(Saved data entries)
[Start of section]

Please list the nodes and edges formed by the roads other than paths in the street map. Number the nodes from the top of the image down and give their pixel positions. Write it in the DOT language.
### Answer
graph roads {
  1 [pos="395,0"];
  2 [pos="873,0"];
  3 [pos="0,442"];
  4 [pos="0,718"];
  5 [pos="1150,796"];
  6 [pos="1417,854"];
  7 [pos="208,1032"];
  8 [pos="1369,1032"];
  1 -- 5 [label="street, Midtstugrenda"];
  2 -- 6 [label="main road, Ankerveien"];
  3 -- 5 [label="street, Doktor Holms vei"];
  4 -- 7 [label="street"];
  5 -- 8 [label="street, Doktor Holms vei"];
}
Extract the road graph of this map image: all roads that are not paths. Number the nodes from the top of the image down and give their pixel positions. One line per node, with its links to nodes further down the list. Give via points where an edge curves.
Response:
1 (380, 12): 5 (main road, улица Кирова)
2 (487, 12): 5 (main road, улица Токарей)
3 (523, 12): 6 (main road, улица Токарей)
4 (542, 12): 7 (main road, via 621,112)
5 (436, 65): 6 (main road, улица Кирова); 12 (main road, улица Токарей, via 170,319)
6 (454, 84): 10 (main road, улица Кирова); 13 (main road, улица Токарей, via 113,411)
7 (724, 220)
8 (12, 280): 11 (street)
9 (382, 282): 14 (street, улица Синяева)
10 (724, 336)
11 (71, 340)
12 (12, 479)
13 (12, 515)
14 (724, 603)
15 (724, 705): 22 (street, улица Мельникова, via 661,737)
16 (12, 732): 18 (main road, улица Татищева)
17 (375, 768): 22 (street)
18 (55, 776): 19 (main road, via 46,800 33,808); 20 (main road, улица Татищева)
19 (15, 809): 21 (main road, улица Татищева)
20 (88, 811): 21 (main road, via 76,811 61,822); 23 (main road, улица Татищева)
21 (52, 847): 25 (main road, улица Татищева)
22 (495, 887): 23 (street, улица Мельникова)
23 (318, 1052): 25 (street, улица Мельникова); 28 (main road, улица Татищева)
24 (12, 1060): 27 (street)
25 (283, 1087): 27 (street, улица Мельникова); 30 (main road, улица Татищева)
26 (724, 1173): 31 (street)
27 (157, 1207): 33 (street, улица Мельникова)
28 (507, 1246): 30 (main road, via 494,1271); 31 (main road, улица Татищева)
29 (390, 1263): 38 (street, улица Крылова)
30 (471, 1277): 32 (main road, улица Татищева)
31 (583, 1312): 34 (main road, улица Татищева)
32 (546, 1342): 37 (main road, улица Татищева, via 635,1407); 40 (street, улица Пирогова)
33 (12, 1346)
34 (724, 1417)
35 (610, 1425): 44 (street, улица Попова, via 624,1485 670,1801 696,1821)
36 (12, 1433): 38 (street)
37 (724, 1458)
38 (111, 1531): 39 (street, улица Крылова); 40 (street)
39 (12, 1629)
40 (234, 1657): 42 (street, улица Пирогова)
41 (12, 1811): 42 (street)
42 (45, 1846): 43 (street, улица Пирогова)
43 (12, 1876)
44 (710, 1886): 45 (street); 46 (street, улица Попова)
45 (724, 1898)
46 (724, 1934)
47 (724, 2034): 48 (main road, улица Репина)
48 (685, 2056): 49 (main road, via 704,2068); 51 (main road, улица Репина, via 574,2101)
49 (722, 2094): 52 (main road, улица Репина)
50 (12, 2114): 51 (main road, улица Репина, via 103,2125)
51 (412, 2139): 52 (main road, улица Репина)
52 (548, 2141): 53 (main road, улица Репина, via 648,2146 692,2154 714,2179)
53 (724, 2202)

[End of section]

• **WORK REQUIRED**
The first line of the entries above and every line after it, up to and including the line with "Extract the road", should be set down exactly.

• **OUTPUT FOR THIS TASK**
Please list the nodes and edges formed by the roads other than paths in the street map. Number the nodes from the top of the image down and give their pixel positions. Write it in the DOT language.
### Answer
graph roads {
  1 [pos="395,0"];
  2 [pos="873,0"];
  3 [pos="0,442"];
  4 [pos="0,718"];
  5 [pos="1150,796"];
  6 [pos="1417,854"];
  7 [pos="208,1032"];
  8 [pos="1369,1032"];
  1 -- 5 [label="street, Midtstugrenda"];
  2 -- 6 [label="main road, Ankerveien"];
  3 -- 5 [label="street, Doktor Holms vei"];
  4 -- 7 [label="street"];
  5 -- 8 [label="street, Doktor Holms vei"];
}
Extract the road graph of this map image: all roads that are not paths. Number the nodes from the top of the image down and give their pixel positions. One line per node, with its links to nodes further down the list. Give via points where an edge curves.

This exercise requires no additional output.